For a long time we all thought the apex of primate behaviour was bareknuckle boxing with Clint Eastwood in the Seventies. Well, some scientists in the Japanese city of Inuyama have somehow managed to surpass even that, with a little experiment I like to call ‘Any which way you can…a chimp can do better’.
The game that they’re playing involves some crazy levels of numerical character recognition, arrangement, speedy recall and nerves of chimpy steel. Watch them do it a couple of times and you begin to wonder if Kevin Trudeau of Mega Memory fame wasn’t a man after all, just a shaved-down chimp in a suit with a highly evolved sense of marketing (and as it turns out, fraud).

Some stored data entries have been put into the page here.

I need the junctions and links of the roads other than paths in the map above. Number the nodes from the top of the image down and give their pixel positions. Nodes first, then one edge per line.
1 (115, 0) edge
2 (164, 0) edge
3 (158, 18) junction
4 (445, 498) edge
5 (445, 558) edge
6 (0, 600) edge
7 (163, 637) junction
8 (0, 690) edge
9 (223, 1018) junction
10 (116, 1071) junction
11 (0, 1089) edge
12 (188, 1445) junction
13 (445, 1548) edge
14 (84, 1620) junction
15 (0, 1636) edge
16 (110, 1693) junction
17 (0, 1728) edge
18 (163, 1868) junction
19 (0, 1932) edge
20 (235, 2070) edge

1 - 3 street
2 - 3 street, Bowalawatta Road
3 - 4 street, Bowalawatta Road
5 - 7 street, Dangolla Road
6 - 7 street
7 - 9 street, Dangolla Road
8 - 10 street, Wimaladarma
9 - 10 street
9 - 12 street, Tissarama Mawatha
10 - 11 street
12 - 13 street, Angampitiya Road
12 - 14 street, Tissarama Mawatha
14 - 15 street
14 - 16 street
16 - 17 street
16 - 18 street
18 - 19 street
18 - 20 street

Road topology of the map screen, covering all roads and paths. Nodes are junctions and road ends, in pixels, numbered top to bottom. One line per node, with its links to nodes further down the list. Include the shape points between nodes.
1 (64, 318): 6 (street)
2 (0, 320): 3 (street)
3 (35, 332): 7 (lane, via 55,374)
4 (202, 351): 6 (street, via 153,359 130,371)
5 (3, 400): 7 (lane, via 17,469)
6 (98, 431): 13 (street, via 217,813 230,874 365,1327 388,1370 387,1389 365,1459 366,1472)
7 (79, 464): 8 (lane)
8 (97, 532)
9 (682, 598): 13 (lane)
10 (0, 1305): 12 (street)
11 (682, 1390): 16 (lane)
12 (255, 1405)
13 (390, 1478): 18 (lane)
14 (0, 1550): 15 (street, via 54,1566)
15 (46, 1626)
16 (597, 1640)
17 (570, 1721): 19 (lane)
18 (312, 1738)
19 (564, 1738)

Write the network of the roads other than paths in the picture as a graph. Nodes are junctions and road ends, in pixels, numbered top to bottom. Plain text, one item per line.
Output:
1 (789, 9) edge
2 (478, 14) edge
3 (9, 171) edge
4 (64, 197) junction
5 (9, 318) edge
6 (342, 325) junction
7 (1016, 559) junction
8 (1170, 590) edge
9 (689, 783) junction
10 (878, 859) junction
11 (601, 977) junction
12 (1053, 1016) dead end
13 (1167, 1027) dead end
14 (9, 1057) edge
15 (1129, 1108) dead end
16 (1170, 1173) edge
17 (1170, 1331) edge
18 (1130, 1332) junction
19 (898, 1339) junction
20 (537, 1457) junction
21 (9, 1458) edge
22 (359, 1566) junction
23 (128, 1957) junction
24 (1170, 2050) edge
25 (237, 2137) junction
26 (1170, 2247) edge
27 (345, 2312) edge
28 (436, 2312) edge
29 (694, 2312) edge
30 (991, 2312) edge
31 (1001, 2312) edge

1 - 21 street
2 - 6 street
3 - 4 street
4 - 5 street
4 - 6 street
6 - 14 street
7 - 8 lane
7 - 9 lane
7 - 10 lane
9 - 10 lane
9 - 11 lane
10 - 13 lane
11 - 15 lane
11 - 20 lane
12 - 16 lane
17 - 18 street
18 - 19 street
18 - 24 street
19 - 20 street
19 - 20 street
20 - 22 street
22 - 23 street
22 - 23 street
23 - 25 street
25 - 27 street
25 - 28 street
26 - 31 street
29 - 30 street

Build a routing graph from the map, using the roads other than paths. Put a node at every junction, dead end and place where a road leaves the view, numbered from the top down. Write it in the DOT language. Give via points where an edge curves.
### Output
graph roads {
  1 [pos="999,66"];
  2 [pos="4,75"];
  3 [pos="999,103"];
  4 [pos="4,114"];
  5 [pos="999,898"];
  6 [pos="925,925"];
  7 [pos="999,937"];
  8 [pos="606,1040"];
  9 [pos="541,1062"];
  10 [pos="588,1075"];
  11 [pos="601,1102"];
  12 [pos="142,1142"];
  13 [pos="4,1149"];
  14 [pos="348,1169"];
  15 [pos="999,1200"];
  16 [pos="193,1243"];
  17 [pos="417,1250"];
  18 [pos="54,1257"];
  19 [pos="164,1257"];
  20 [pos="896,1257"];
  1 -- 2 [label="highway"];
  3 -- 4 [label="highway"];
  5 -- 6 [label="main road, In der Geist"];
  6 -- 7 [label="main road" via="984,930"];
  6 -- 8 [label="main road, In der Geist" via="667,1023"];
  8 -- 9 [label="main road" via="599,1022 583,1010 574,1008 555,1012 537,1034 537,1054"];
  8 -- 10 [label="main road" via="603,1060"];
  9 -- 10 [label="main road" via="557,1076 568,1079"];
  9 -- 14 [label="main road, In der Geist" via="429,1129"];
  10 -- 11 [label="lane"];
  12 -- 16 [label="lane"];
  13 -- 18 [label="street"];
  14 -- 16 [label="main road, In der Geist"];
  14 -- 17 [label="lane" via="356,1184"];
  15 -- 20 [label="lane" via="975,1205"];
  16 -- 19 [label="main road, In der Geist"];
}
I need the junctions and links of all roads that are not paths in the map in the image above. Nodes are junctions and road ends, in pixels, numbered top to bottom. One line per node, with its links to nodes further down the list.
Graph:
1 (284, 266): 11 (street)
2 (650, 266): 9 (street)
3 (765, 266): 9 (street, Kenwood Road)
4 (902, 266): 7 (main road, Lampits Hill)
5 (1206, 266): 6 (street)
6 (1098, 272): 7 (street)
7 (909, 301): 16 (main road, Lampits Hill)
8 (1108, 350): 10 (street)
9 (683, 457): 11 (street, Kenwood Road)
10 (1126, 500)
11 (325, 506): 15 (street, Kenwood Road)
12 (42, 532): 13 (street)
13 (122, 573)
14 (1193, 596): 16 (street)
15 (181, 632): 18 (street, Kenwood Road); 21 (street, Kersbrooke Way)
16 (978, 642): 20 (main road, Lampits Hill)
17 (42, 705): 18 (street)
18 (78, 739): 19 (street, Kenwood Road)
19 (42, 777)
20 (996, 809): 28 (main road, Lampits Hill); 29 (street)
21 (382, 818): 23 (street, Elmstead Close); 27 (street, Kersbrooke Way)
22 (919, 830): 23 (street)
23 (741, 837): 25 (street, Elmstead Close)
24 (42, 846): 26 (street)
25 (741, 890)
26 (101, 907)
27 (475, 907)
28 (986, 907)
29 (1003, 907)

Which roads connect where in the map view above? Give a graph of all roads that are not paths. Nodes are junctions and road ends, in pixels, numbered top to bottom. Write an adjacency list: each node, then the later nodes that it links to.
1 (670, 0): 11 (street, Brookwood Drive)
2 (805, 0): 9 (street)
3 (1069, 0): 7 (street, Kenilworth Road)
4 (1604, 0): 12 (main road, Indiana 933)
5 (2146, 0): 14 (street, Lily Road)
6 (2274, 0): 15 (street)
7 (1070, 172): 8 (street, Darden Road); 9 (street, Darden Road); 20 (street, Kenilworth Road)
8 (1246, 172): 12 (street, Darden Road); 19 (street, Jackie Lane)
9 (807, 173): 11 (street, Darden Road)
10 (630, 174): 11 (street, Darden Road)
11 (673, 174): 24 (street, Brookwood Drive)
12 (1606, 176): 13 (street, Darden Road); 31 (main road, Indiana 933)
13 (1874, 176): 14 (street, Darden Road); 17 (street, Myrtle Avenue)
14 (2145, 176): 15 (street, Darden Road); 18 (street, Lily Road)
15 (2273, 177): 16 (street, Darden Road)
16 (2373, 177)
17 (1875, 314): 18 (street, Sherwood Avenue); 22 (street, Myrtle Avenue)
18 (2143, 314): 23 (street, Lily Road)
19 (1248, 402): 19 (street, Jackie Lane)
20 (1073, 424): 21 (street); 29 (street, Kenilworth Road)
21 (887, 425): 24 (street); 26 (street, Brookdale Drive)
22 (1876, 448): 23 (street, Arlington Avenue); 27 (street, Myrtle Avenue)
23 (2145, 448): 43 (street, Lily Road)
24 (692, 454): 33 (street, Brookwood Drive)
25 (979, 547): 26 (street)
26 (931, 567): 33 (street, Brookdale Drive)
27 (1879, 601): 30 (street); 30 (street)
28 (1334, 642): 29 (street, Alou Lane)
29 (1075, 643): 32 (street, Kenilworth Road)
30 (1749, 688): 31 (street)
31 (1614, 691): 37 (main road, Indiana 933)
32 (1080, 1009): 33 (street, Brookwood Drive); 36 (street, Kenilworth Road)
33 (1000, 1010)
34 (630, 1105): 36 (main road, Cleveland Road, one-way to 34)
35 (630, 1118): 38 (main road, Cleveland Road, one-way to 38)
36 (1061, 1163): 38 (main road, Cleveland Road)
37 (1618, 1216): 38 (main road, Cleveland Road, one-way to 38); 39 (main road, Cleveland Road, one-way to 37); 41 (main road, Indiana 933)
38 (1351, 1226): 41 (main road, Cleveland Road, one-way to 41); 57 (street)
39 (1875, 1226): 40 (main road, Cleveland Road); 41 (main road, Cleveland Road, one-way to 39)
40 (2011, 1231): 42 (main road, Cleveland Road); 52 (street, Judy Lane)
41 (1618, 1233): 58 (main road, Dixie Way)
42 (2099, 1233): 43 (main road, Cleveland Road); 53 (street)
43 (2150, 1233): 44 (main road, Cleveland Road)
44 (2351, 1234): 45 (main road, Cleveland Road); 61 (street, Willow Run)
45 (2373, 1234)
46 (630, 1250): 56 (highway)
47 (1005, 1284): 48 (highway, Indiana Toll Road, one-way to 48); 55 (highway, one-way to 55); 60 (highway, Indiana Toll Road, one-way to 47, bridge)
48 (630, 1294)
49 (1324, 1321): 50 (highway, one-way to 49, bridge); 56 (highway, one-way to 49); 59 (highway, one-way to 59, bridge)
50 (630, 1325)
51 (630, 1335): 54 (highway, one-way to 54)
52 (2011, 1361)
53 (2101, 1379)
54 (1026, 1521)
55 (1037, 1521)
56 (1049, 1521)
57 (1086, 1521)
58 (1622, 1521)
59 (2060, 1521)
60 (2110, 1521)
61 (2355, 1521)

To a large degree the chimps are self-taught. The scientists couldn’t explain it to them, they didn’t have any instructions that they could read and when they started, YouTube tutorials hadn’t even been invented. They achieved this level of ability through pure trial and error and peanuts. Lots of peanuts.
But what’s truly amazing is not that they learned how to do it or that they can do it so much better than humans could, but that they manage to keep their cool through the entire process. The beeping alone would have had me throwing my feces pretty early on in the process. And then probably once again, in celebration, after I’d mastered it.
Once you finish just marvelling at the cognitive abilities of chimps, you have to ask yourself what all of this is in aid of.
Possibility 1: The Glass-Half-Empty View
This is all secretly funded by a car company or similar multinational manufacturing conglomerate. These are the early stages of training primates to do all of our manufacturing, a job they will perform perfectly, better than us, and literally for peanuts. This doesn’t just create a chimpanzee slave class that will one day rise up and enslave us all, but it also puts all humans out of manufacturing jobs. Sadface.
The Glass-Half-Full View
Some time in the not too distant future when humans manage to wipe themselves out, chimps are more than ready to take over. Give them a few million years of evolution and who knows what they’ll be capable of. Happy face.
Either way, apparently the scientists later tried to get Ai and Ayumi to do Sudoku, but they felt it was pointless and preferred doing crosswords anyway.